● Action item: Where the records below begin, start copying, and stop after the line that contains "pinky pip: (752, 796)"; reproduce every line exactly but omit pictures.

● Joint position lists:
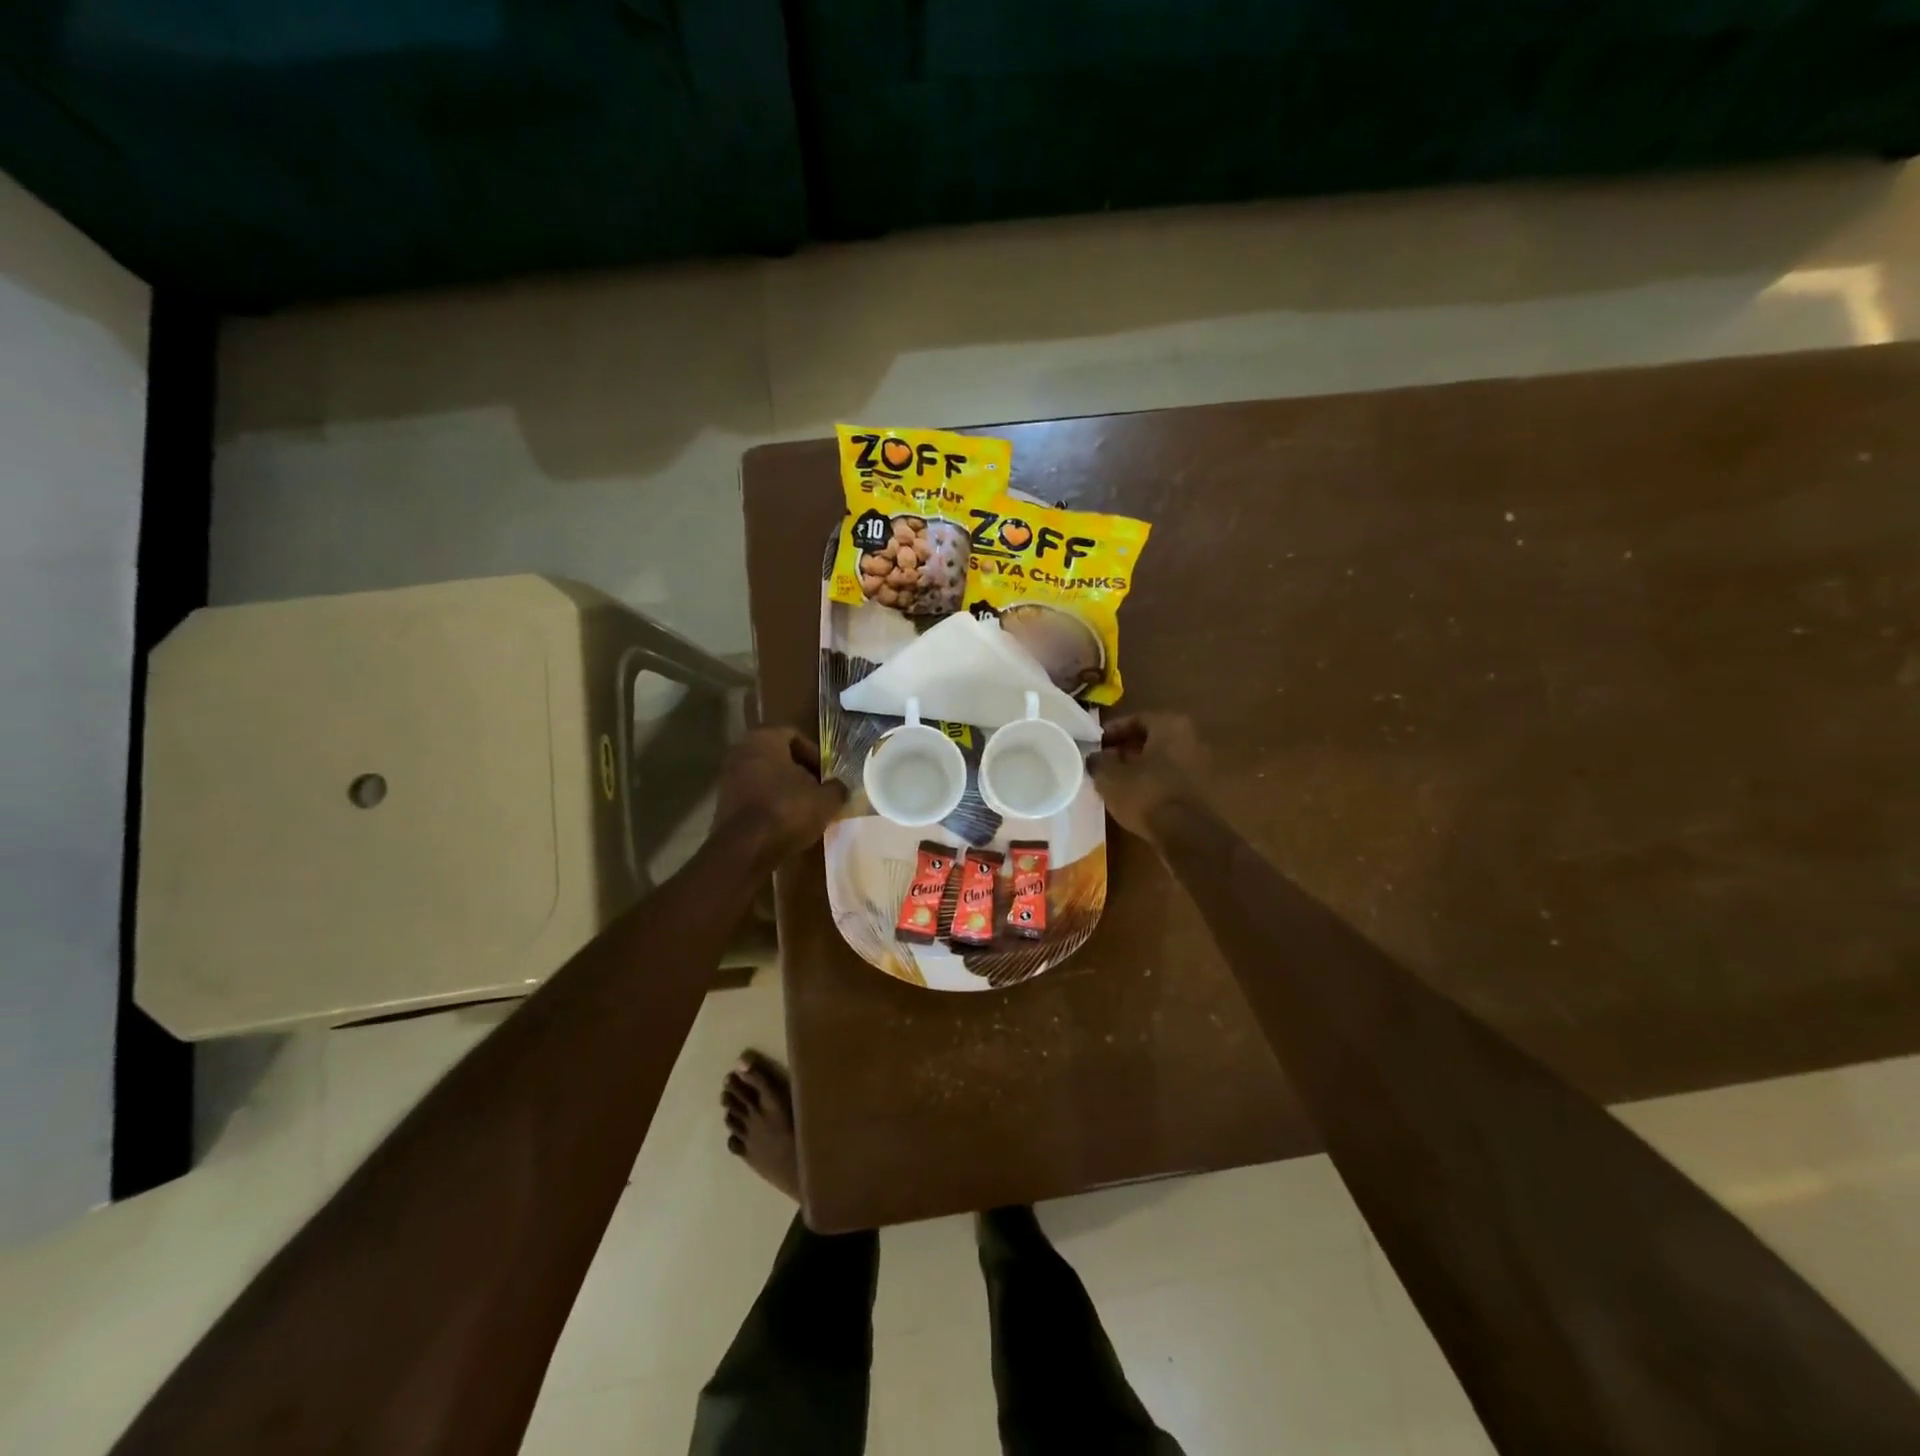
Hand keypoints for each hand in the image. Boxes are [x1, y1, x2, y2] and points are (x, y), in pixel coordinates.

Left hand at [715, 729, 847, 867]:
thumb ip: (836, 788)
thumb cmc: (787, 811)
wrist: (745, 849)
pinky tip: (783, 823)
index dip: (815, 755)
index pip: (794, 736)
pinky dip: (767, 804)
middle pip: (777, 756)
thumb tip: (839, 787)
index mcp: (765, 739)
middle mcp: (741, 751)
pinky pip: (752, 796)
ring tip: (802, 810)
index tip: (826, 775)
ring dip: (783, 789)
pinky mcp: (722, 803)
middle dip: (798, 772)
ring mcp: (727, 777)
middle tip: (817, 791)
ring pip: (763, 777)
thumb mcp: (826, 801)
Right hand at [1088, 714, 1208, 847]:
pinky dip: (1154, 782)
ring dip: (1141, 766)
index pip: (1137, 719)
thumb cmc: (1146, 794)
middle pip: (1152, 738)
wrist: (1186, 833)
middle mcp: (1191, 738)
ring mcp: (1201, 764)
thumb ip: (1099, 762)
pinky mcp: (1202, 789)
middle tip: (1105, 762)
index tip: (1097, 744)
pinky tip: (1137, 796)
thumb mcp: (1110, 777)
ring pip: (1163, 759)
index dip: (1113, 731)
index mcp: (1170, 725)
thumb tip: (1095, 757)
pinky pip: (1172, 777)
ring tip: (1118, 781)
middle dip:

● Problem solution:
Hand keypoints for each hand in the image. Boxes are [x1, y1, x2, y2] and points are (x, y), in pixel coordinates.

Left hand at [715, 729, 847, 867]:
thumb ip: (836, 788)
thumb cmc: (787, 811)
wrist: (745, 849)
pinky tip: (783, 823)
index dip: (815, 755)
index pip: (794, 736)
pinky dip: (767, 804)
middle pip: (777, 756)
thumb tip: (839, 787)
index mcp: (765, 739)
middle mcp: (741, 751)
pinky pip: (752, 796)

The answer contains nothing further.